**Task details**
Before you finish, make sure every line below has been written out exactly.

Stored data
● ● ●
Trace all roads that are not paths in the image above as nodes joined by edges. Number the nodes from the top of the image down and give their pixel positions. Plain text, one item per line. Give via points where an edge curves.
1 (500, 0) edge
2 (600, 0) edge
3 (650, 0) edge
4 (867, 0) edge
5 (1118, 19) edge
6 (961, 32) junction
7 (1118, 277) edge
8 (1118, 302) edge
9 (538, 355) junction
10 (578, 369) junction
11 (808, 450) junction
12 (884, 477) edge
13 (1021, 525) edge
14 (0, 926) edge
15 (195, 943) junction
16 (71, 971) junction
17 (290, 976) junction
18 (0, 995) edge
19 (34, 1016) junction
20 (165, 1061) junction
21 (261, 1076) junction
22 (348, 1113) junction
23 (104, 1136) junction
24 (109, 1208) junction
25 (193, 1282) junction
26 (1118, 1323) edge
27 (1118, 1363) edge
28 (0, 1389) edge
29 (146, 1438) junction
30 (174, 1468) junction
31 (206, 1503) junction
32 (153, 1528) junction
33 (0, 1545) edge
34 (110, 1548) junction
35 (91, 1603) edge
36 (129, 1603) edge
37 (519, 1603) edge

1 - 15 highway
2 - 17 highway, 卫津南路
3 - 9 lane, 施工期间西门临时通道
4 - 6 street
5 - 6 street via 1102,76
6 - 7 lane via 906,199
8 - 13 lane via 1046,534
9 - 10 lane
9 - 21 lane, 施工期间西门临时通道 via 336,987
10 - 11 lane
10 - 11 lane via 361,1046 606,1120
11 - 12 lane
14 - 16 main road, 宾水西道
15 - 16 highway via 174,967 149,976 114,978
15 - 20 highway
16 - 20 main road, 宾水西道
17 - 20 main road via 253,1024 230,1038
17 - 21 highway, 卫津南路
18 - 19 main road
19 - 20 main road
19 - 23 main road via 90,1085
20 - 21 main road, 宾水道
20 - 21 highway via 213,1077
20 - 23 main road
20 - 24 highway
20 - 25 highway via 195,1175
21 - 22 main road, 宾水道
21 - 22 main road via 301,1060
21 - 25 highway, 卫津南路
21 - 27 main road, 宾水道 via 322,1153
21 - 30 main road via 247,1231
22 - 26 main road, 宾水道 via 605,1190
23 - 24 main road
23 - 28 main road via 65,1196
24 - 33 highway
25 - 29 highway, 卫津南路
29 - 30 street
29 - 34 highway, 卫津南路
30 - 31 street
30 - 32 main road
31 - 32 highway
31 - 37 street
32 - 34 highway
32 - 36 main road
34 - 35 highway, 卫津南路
● ● ●
**Reply**
Trace all roads that are not paths in the image above as nodes joined by edges. Number the nodes from the top of the image down and give their pixel positions. Plain text, one item per line. Give via points where an edge curves.
1 (500, 0) edge
2 (600, 0) edge
3 (650, 0) edge
4 (867, 0) edge
5 (1118, 19) edge
6 (961, 32) junction
7 (1118, 277) edge
8 (1118, 302) edge
9 (538, 355) junction
10 (578, 369) junction
11 (808, 450) junction
12 (884, 477) edge
13 (1021, 525) edge
14 (0, 926) edge
15 (195, 943) junction
16 (71, 971) junction
17 (290, 976) junction
18 (0, 995) edge
19 (34, 1016) junction
20 (165, 1061) junction
21 (261, 1076) junction
22 (348, 1113) junction
23 (104, 1136) junction
24 (109, 1208) junction
25 (193, 1282) junction
26 (1118, 1323) edge
27 (1118, 1363) edge
28 (0, 1389) edge
29 (146, 1438) junction
30 (174, 1468) junction
31 (206, 1503) junction
32 (153, 1528) junction
33 (0, 1545) edge
34 (110, 1548) junction
35 (91, 1603) edge
36 (129, 1603) edge
37 (519, 1603) edge

1 - 15 highway
2 - 17 highway, 卫津南路
3 - 9 lane, 施工期间西门临时通道
4 - 6 street
5 - 6 street via 1102,76
6 - 7 lane via 906,199
8 - 13 lane via 1046,534
9 - 10 lane
9 - 21 lane, 施工期间西门临时通道 via 336,987
10 - 11 lane
10 - 11 lane via 361,1046 606,1120
11 - 12 lane
14 - 16 main road, 宾水西道
15 - 16 highway via 174,967 149,976 114,978
15 - 20 highway
16 - 20 main road, 宾水西道
17 - 20 main road via 253,1024 230,1038
17 - 21 highway, 卫津南路
18 - 19 main road
19 - 20 main road
19 - 23 main road via 90,1085
20 - 21 main road, 宾水道
20 - 21 highway via 213,1077
20 - 23 main road
20 - 24 highway
20 - 25 highway via 195,1175
21 - 22 main road, 宾水道
21 - 22 main road via 301,1060
21 - 25 highway, 卫津南路
21 - 27 main road, 宾水道 via 322,1153
21 - 30 main road via 247,1231
22 - 26 main road, 宾水道 via 605,1190
23 - 24 main road
23 - 28 main road via 65,1196
24 - 33 highway
25 - 29 highway, 卫津南路
29 - 30 street
29 - 34 highway, 卫津南路
30 - 31 street
30 - 32 main road
31 - 32 highway
31 - 37 street
32 - 34 highway
32 - 36 main road
34 - 35 highway, 卫津南路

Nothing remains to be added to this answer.